With no surprise, my four best performing stocks are all US (AAPL, DIS, LMT, KO). Note that besides KO, they are not the most conservative dividend stocks ;-). This is because I didn’t build my portfolio like many other dividend investors that start by looking at the yield. I preferred building a set of 7 investing rules that use dividend growth as the first stepping stone of my portfolio. If you look at the dividend growth metric for these four companies, you will notice that the “worst” (this is a big word) performer is Coca-Cola with 3 year and 5 year dividend growth of 7%. Lockheed Martin shows 12% and 14% while Disney is a champion at 41% and 36%. Apple stands alone at 66% for the past 3 years, but it’s obvious it won’t keep up such an increase rate.

Asset Allocation

divguy portfolio

Source: author’s chart

Even though I have a relatively small portfolio, it is important for me to maintain a good balance. My portfolio shows 13 companies split among 9 different sectors with 7 of them showing between 9% and 21% of my total portfolio. You will notice that highly volatile sectors such as basic materials and energy are the other 2 small sectors closing the list with 2% and 3%. I don’t need to take speculative risk with my portfolio as I have my two feet well established on solid ground. This makes a great difference when picking my next purchase!

Investment Returns

Now that the theory has been shared, it’s time to show if this has been a successful strategy, right? Here are my past 4 year’s results as at March 25th:

2012 2013 2014 2015 YTD
My portfolio 1.90% 21.70% 16.40% 8.80% 0.80%
VIG 10.42% 26.20% 11.07% -1.77% 5.07%
XDV 7.59% 18.68% 6.69% -13.40% 5.29%

Source: author’s chart (Total returns for my portfolio and VIG and XDV)
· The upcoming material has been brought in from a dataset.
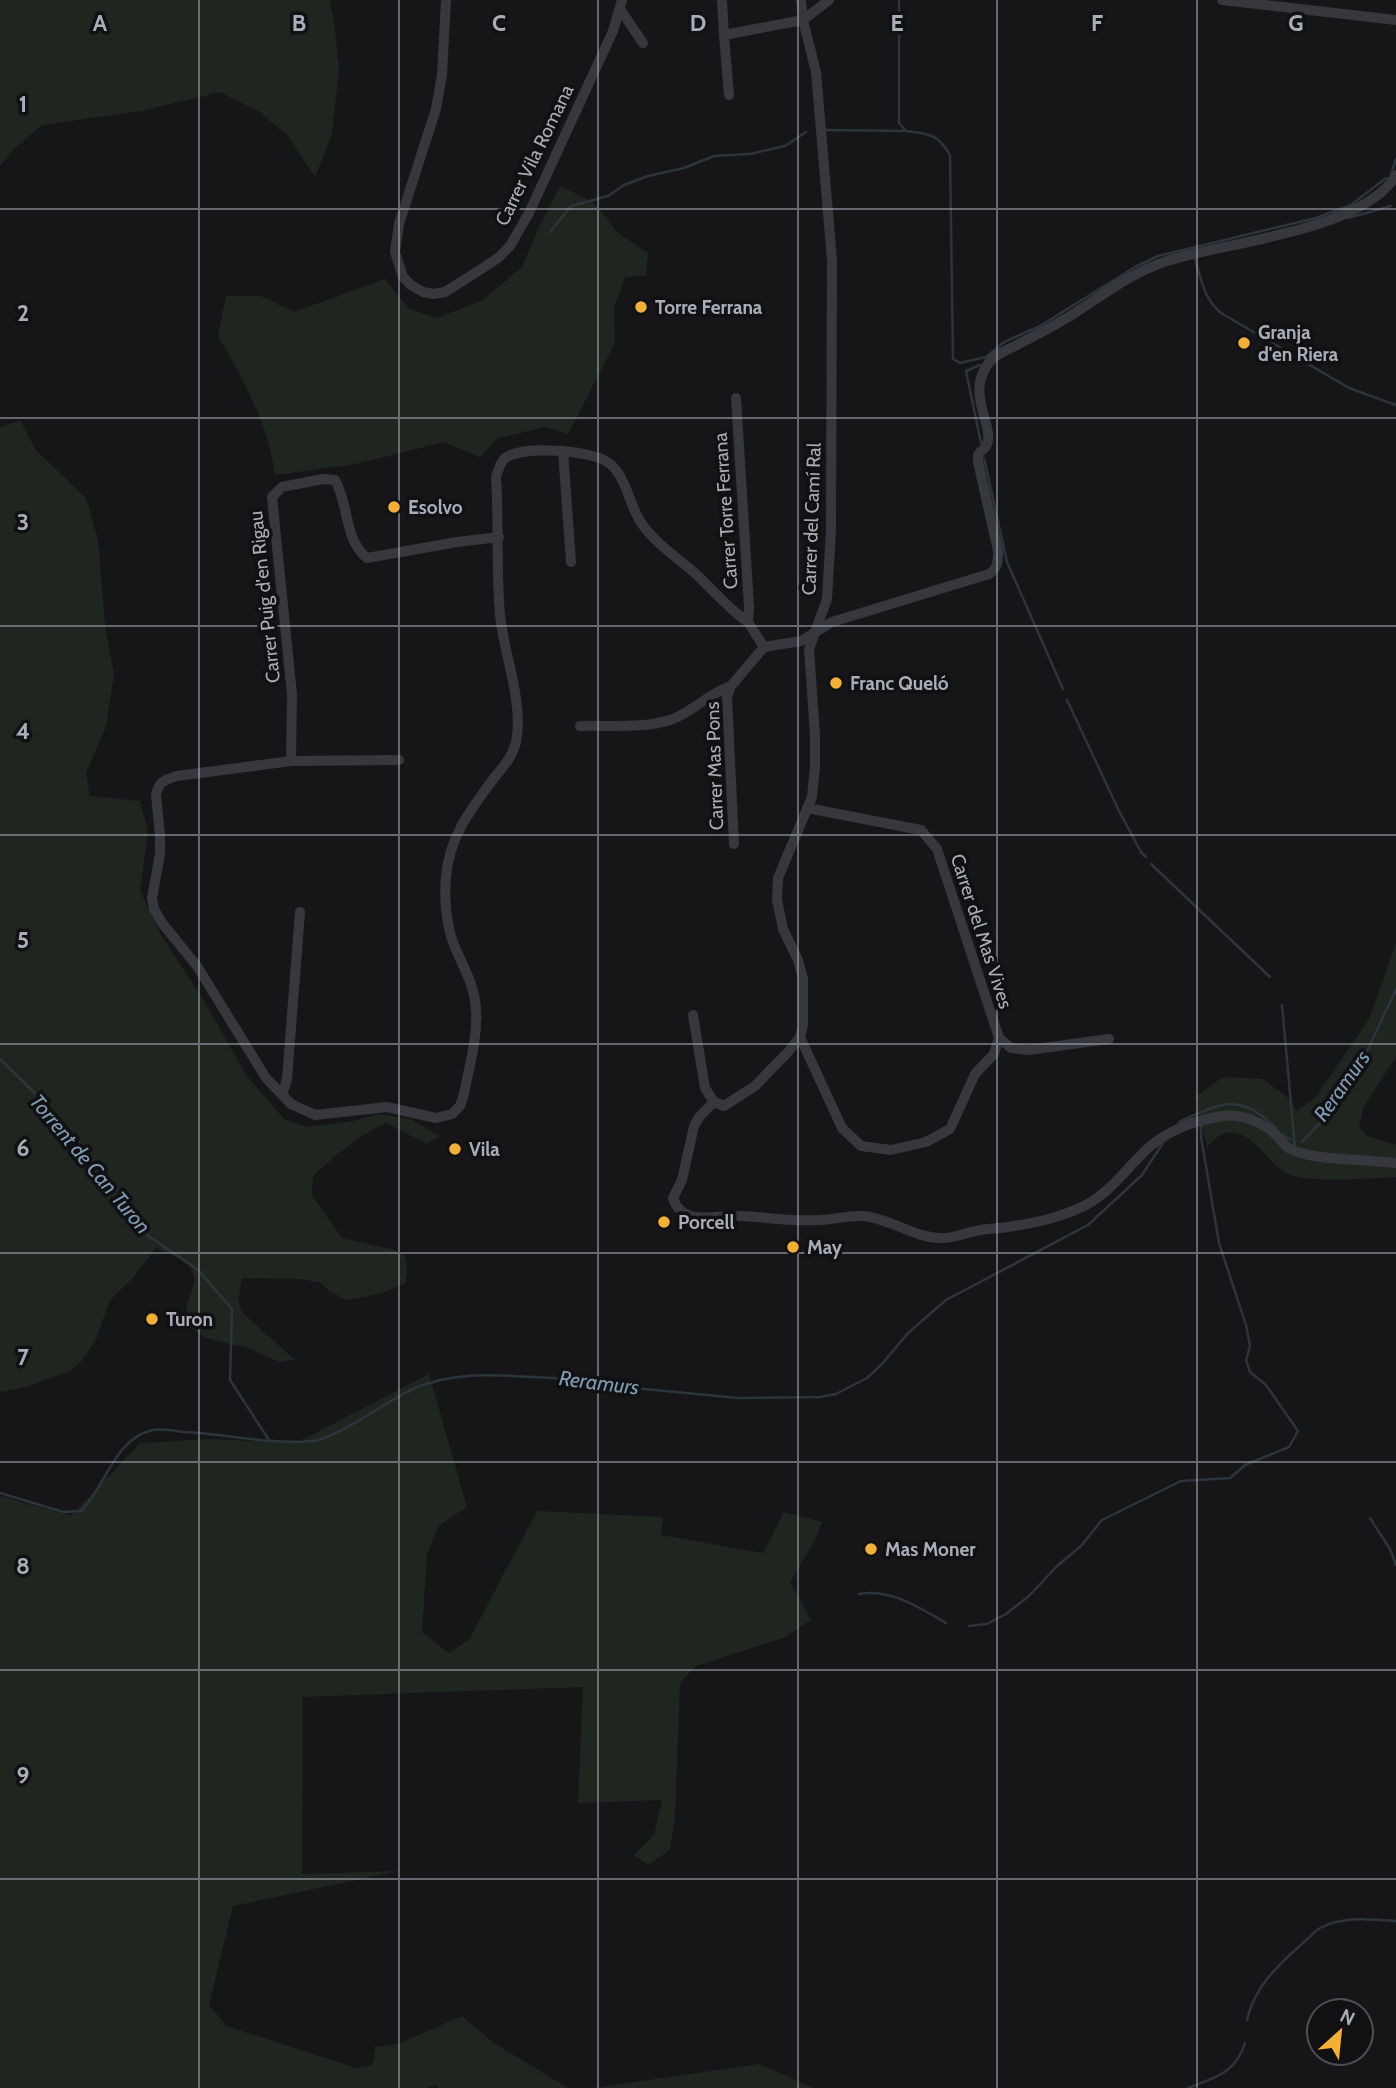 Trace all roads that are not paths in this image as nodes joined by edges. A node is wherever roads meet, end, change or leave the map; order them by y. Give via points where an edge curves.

As previously mentioned, 2012 isn’t really representative of my dividend growth strategy, but still, it is part of my investment return. Overall, I’m quite proud of my results. If I had invested $100 in 2012 in my portfolio, it would worth $158.31 today. If I had invested in the VIG, I would have $159.90 and if I had invested in the XDV, the result would have been $124.21. Therefore, I’m doing better than my benchmark indexes. Or, if you prefer, I should continue spending time to do my own research instead of index investing ;-).
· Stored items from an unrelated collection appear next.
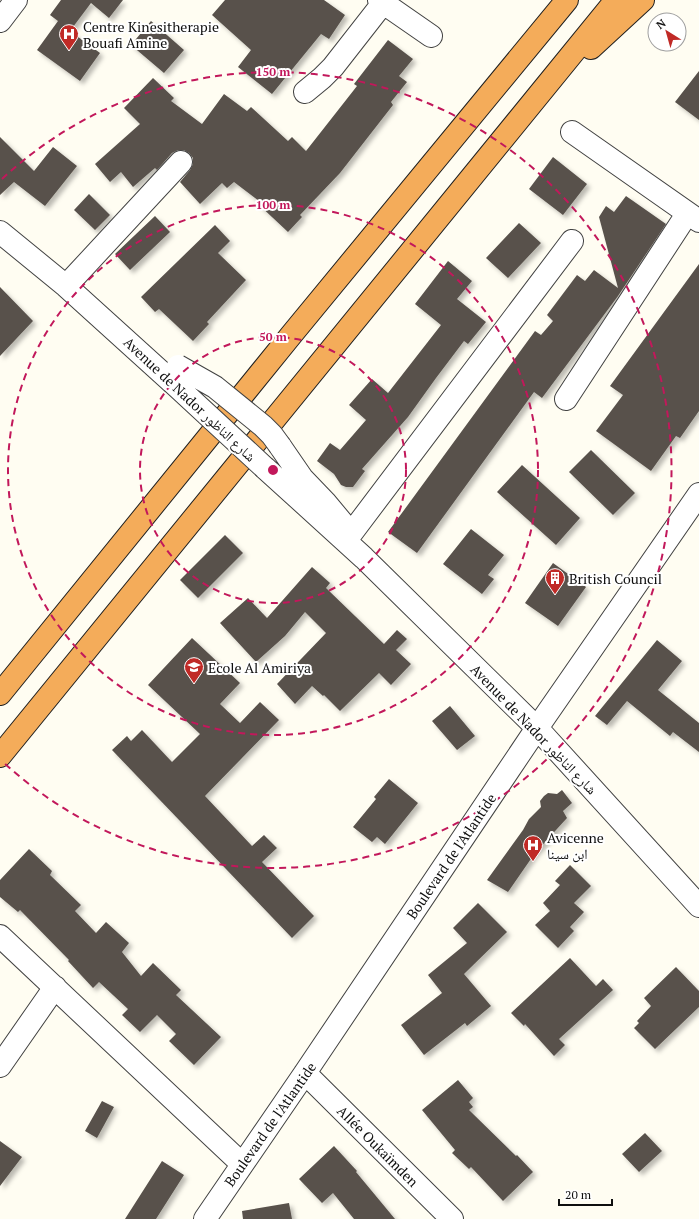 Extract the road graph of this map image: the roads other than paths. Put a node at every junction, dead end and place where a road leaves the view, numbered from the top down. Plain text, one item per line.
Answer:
1 (16, 0) edge
2 (549, 0) edge
3 (567, 0) edge
4 (616, 0) edge
5 (643, 0) edge
6 (381, 1) edge
7 (0, 21) edge
8 (431, 36) dead end
9 (305, 92) dead end
10 (528, 108) junction
11 (472, 116) junction
12 (572, 132) dead end
13 (181, 162) dead end
14 (693, 218) edge
15 (0, 232) edge
16 (572, 241) dead end
17 (68, 287) junction
18 (175, 374) junction
19 (566, 399) dead end
20 (699, 494) edge
21 (350, 535) junction
22 (364, 558) junction
23 (0, 694) edge
24 (537, 728) junction
25 (0, 756) edge
26 (699, 906) edge
27 (0, 936) edge
28 (55, 987) junction
29 (0, 1066) edge
30 (305, 1073) junction
31 (242, 1164) junction
32 (205, 1219) edge
33 (452, 1219) edge

1 - 7 street
2 - 11 highway
3 - 11 highway
4 - 10 highway
5 - 10 highway
6 - 8 street
6 - 9 street
10 - 25 highway
11 - 23 highway
12 - 14 street
13 - 17 street
14 - 19 street
15 - 17 street, Avenue de Nador شارع الناظور
16 - 21 street
17 - 18 street, Avenue de Nador شارع الناظور
18 - 21 street, Avenue de Nador شارع الناظور, bridge
18 - 22 street, Avenue de Nador شارع الناظور, bridge
20 - 24 street, Boulevard de l'Atlantide
21 - 22 street, Avenue de Nador شارع الناظور
22 - 24 street, Avenue de Nador شارع الناظور
24 - 26 street, Avenue de Nador شارع الناظور
24 - 30 street, Boulevard de l'Atlantide
27 - 28 street
28 - 29 street
28 - 31 street
30 - 31 street, Boulevard de l'Atlantide
30 - 33 street, Allée Oukaïmden
31 - 32 street, Boulevard de l'Atlantide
I’ve applied the same rule I use for my portfolio to manage our 12 DSR portfolios. Our results since October 2013 are even better. You can check them out here.

Dividend Payments

As you already know, I’m not a big fan of tracking my dividend income.  However, what really interests me is my dividend income growth rate. It is important not just looking at the dividend income, but to look at how much you increased the capital at the same time. For example, if your dividend payment went from $1,000/year to $2,000/year within a period of 5 years this looks very good. However, if you had $30,000 invested on year one (generating a 3.33% dividend yield) and you keep saving money and add another $30,000 of savings over the next 5 years, you still generate the same dividend yield. Therefore;  you are not doing very good at dividend growth investing. You are just doing great at saving money (but really, any type of investment would do since your strength is in saving money, not investing it).

Here’s how both my dividend income and savings grew over the past 4 years:

2012 2013 2014 2015
Dividend Growth Rate N/A 28.48% 28.35% 15.32%
Capital Growth Rate N/A 17.81% 12.51% 1.90%

Source: author’s chart

As you can see, I was able to save more money in 2013 and 2014. This helped boost my dividend growth rate by nearly 30%. But the dividend growth rate of 2015 is most interesting in my opinion since it has been generated almost exclusively by my current holdings and not by additional contributions to my investment account. This is where I see the “true” power of dividend growth investing; the dividend income grew by itself!

Thoughts on my portfolio?

At the moment, I’m fairly happy with my portfolio and the past years’ results. The only bad thing about investing is that your investment strategy takes years to be proven. Having success over the past 4 years is not enough to claim that my system is flawless. It is just enough to claim that it works… at the moment ????

I’d like to read what you think of my portfolio or investing style? Do we share similar holdings?